_DESCRIPTION OF THE TASK:_
In this exercise, restate the listing word for word.

_RECORDS PROVIDED:_
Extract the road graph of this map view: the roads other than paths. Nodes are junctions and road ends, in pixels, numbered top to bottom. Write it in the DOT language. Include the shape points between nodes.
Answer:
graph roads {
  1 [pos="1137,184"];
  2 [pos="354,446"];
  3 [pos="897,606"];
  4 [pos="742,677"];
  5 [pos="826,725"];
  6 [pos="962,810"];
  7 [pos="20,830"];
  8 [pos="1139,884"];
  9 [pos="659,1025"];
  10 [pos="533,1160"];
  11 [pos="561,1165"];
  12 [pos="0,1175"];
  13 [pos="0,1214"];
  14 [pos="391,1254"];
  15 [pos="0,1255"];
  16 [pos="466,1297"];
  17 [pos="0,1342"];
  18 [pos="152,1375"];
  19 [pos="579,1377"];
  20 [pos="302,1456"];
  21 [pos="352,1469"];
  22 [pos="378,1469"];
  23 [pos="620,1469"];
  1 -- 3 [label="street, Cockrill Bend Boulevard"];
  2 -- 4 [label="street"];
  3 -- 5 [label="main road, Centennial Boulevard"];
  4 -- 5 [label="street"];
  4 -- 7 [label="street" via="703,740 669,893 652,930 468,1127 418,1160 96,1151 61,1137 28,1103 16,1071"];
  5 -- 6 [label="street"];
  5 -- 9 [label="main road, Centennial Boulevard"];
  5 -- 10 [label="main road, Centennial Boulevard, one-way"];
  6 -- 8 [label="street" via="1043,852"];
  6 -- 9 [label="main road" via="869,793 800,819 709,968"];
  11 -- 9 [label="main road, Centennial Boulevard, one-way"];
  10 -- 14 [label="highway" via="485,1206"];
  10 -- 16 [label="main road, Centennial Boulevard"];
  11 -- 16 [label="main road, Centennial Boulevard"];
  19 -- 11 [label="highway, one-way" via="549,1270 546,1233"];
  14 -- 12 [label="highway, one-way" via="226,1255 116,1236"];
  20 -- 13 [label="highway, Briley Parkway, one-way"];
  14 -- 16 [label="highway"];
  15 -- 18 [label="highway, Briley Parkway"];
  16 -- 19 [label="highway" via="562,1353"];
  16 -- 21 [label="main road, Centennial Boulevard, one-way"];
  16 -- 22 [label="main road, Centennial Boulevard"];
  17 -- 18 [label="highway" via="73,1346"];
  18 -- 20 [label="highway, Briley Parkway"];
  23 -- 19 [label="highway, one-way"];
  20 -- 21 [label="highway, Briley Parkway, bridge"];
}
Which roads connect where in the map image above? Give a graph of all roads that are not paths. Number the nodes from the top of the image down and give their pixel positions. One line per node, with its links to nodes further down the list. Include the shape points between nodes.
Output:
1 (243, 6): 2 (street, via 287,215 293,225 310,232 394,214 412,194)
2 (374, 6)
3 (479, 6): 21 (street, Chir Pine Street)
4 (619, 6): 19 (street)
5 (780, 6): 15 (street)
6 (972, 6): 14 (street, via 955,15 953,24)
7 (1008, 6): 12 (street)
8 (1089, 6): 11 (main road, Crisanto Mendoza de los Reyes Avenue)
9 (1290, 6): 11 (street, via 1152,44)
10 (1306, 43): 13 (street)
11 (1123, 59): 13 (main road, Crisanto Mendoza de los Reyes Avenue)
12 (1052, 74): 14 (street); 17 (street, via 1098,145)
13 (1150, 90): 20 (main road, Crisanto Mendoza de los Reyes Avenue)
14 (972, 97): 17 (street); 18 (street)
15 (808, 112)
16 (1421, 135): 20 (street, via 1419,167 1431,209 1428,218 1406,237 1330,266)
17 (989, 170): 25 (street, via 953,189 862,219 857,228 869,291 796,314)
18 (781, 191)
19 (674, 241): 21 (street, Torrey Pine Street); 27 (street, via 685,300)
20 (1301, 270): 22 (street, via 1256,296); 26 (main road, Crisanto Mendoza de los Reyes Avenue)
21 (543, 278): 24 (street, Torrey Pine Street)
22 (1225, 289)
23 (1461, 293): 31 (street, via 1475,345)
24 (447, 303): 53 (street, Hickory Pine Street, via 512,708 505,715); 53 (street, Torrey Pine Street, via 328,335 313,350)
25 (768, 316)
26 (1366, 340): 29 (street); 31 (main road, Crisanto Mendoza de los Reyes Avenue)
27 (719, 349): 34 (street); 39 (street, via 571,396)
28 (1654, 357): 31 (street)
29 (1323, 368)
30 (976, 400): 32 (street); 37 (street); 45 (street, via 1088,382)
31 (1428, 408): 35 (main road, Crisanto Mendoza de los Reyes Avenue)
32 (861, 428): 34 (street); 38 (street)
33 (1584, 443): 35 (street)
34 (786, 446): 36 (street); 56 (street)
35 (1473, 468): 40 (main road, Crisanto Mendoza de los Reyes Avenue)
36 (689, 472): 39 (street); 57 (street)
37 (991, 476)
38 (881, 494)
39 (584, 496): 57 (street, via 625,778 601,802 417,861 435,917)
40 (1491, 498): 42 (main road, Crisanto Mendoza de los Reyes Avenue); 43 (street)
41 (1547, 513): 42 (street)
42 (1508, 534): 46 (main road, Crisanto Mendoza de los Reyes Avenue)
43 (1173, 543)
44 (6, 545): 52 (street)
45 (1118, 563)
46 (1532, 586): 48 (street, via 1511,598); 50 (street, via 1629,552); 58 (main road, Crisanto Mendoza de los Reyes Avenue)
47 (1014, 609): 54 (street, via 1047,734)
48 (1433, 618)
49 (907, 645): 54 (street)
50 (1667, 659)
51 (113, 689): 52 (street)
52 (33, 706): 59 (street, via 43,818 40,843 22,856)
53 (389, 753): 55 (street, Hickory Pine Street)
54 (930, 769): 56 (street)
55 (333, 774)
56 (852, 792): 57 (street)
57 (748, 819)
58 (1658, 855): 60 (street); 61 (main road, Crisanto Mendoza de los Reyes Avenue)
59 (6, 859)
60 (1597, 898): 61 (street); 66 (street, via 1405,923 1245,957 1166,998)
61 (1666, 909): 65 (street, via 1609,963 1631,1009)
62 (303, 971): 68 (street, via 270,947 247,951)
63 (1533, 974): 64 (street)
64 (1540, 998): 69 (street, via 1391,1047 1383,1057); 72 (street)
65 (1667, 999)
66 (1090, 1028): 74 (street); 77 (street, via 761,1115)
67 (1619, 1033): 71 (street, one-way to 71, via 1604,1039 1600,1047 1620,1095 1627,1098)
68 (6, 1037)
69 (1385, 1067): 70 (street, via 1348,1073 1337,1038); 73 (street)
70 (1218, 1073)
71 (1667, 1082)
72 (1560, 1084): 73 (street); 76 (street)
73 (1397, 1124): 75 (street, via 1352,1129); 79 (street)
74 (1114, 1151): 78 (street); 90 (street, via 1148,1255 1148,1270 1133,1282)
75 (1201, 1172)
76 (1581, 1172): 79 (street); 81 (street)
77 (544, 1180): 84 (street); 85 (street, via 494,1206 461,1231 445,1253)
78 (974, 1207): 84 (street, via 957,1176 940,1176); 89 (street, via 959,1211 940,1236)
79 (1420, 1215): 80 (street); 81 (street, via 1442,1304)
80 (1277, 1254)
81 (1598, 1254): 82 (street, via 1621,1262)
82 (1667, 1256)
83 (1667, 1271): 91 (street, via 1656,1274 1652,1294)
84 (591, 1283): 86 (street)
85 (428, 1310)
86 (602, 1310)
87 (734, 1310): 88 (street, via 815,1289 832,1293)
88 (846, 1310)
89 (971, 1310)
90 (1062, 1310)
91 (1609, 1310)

_SOLUTION FOR THIS TASK:_
Extract the road graph of this map view: the roads other than paths. Nodes are junctions and road ends, in pixels, numbered top to bottom. Write it in the DOT language. Include the shape points between nodes.
Answer:
graph roads {
  1 [pos="1137,184"];
  2 [pos="354,446"];
  3 [pos="897,606"];
  4 [pos="742,677"];
  5 [pos="826,725"];
  6 [pos="962,810"];
  7 [pos="20,830"];
  8 [pos="1139,884"];
  9 [pos="659,1025"];
  10 [pos="533,1160"];
  11 [pos="561,1165"];
  12 [pos="0,1175"];
  13 [pos="0,1214"];
  14 [pos="391,1254"];
  15 [pos="0,1255"];
  16 [pos="466,1297"];
  17 [pos="0,1342"];
  18 [pos="152,1375"];
  19 [pos="579,1377"];
  20 [pos="302,1456"];
  21 [pos="352,1469"];
  22 [pos="378,1469"];
  23 [pos="620,1469"];
  1 -- 3 [label="street, Cockrill Bend Boulevard"];
  2 -- 4 [label="street"];
  3 -- 5 [label="main road, Centennial Boulevard"];
  4 -- 5 [label="street"];
  4 -- 7 [label="street" via="703,740 669,893 652,930 468,1127 418,1160 96,1151 61,1137 28,1103 16,1071"];
  5 -- 6 [label="street"];
  5 -- 9 [label="main road, Centennial Boulevard"];
  5 -- 10 [label="main road, Centennial Boulevard, one-way"];
  6 -- 8 [label="street" via="1043,852"];
  6 -- 9 [label="main road" via="869,793 800,819 709,968"];
  11 -- 9 [label="main road, Centennial Boulevard, one-way"];
  10 -- 14 [label="highway" via="485,1206"];
  10 -- 16 [label="main road, Centennial Boulevard"];
  11 -- 16 [label="main road, Centennial Boulevard"];
  19 -- 11 [label="highway, one-way" via="549,1270 546,1233"];
  14 -- 12 [label="highway, one-way" via="226,1255 116,1236"];
  20 -- 13 [label="highway, Briley Parkway, one-way"];
  14 -- 16 [label="highway"];
  15 -- 18 [label="highway, Briley Parkway"];
  16 -- 19 [label="highway" via="562,1353"];
  16 -- 21 [label="main road, Centennial Boulevard, one-way"];
  16 -- 22 [label="main road, Centennial Boulevard"];
  17 -- 18 [label="highway" via="73,1346"];
  18 -- 20 [label="highway, Briley Parkway"];
  23 -- 19 [label="highway, one-way"];
  20 -- 21 [label="highway, Briley Parkway, bridge"];
}
Which roads connect where in the map image above? Give a graph of all roads that are not paths. Number the nodes from the top of the image down and give their pixel positions. One line per node, with its links to nodes further down the list. Include the shape points between nodes.
Output:
1 (243, 6): 2 (street, via 287,215 293,225 310,232 394,214 412,194)
2 (374, 6)
3 (479, 6): 21 (street, Chir Pine Street)
4 (619, 6): 19 (street)
5 (780, 6): 15 (street)
6 (972, 6): 14 (street, via 955,15 953,24)
7 (1008, 6): 12 (street)
8 (1089, 6): 11 (main road, Crisanto Mendoza de los Reyes Avenue)
9 (1290, 6): 11 (street, via 1152,44)
10 (1306, 43): 13 (street)
11 (1123, 59): 13 (main road, Crisanto Mendoza de los Reyes Avenue)
12 (1052, 74): 14 (street); 17 (street, via 1098,145)
13 (1150, 90): 20 (main road, Crisanto Mendoza de los Reyes Avenue)
14 (972, 97): 17 (street); 18 (street)
15 (808, 112)
16 (1421, 135): 20 (street, via 1419,167 1431,209 1428,218 1406,237 1330,266)
17 (989, 170): 25 (street, via 953,189 862,219 857,228 869,291 796,314)
18 (781, 191)
19 (674, 241): 21 (street, Torrey Pine Street); 27 (street, via 685,300)
20 (1301, 270): 22 (street, via 1256,296); 26 (main road, Crisanto Mendoza de los Reyes Avenue)
21 (543, 278): 24 (street, Torrey Pine Street)
22 (1225, 289)
23 (1461, 293): 31 (street, via 1475,345)
24 (447, 303): 53 (street, Hickory Pine Street, via 512,708 505,715); 53 (street, Torrey Pine Street, via 328,335 313,350)
25 (768, 316)
26 (1366, 340): 29 (street); 31 (main road, Crisanto Mendoza de los Reyes Avenue)
27 (719, 349): 34 (street); 39 (street, via 571,396)
28 (1654, 357): 31 (street)
29 (1323, 368)
30 (976, 400): 32 (street); 37 (street); 45 (street, via 1088,382)
31 (1428, 408): 35 (main road, Crisanto Mendoza de los Reyes Avenue)
32 (861, 428): 34 (street); 38 (street)
33 (1584, 443): 35 (street)
34 (786, 446): 36 (street); 56 (street)
35 (1473, 468): 40 (main road, Crisanto Mendoza de los Reyes Avenue)
36 (689, 472): 39 (street); 57 (street)
37 (991, 476)
38 (881, 494)
39 (584, 496): 57 (street, via 625,778 601,802 417,861 435,917)
40 (1491, 498): 42 (main road, Crisanto Mendoza de los Reyes Avenue); 43 (street)
41 (1547, 513): 42 (street)
42 (1508, 534): 46 (main road, Crisanto Mendoza de los Reyes Avenue)
43 (1173, 543)
44 (6, 545): 52 (street)
45 (1118, 563)
46 (1532, 586): 48 (street, via 1511,598); 50 (street, via 1629,552); 58 (main road, Crisanto Mendoza de los Reyes Avenue)
47 (1014, 609): 54 (street, via 1047,734)
48 (1433, 618)
49 (907, 645): 54 (street)
50 (1667, 659)
51 (113, 689): 52 (street)
52 (33, 706): 59 (street, via 43,818 40,843 22,856)
53 (389, 753): 55 (street, Hickory Pine Street)
54 (930, 769): 56 (street)
55 (333, 774)
56 (852, 792): 57 (street)
57 (748, 819)
58 (1658, 855): 60 (street); 61 (main road, Crisanto Mendoza de los Reyes Avenue)
59 (6, 859)
60 (1597, 898): 61 (street); 66 (street, via 1405,923 1245,957 1166,998)
61 (1666, 909): 65 (street, via 1609,963 1631,1009)
62 (303, 971): 68 (street, via 270,947 247,951)
63 (1533, 974): 64 (street)
64 (1540, 998): 69 (street, via 1391,1047 1383,1057); 72 (street)
65 (1667, 999)
66 (1090, 1028): 74 (street); 77 (street, via 761,1115)
67 (1619, 1033): 71 (street, one-way to 71, via 1604,1039 1600,1047 1620,1095 1627,1098)
68 (6, 1037)
69 (1385, 1067): 70 (street, via 1348,1073 1337,1038); 73 (street)
70 (1218, 1073)
71 (1667, 1082)
72 (1560, 1084): 73 (street); 76 (street)
73 (1397, 1124): 75 (street, via 1352,1129); 79 (street)
74 (1114, 1151): 78 (street); 90 (street, via 1148,1255 1148,1270 1133,1282)
75 (1201, 1172)
76 (1581, 1172): 79 (street); 81 (street)
77 (544, 1180): 84 (street); 85 (street, via 494,1206 461,1231 445,1253)
78 (974, 1207): 84 (street, via 957,1176 940,1176); 89 (street, via 959,1211 940,1236)
79 (1420, 1215): 80 (street); 81 (street, via 1442,1304)
80 (1277, 1254)
81 (1598, 1254): 82 (street, via 1621,1262)
82 (1667, 1256)
83 (1667, 1271): 91 (street, via 1656,1274 1652,1294)
84 (591, 1283): 86 (street)
85 (428, 1310)
86 (602, 1310)
87 (734, 1310): 88 (street, via 815,1289 832,1293)
88 (846, 1310)
89 (971, 1310)
90 (1062, 1310)
91 (1609, 1310)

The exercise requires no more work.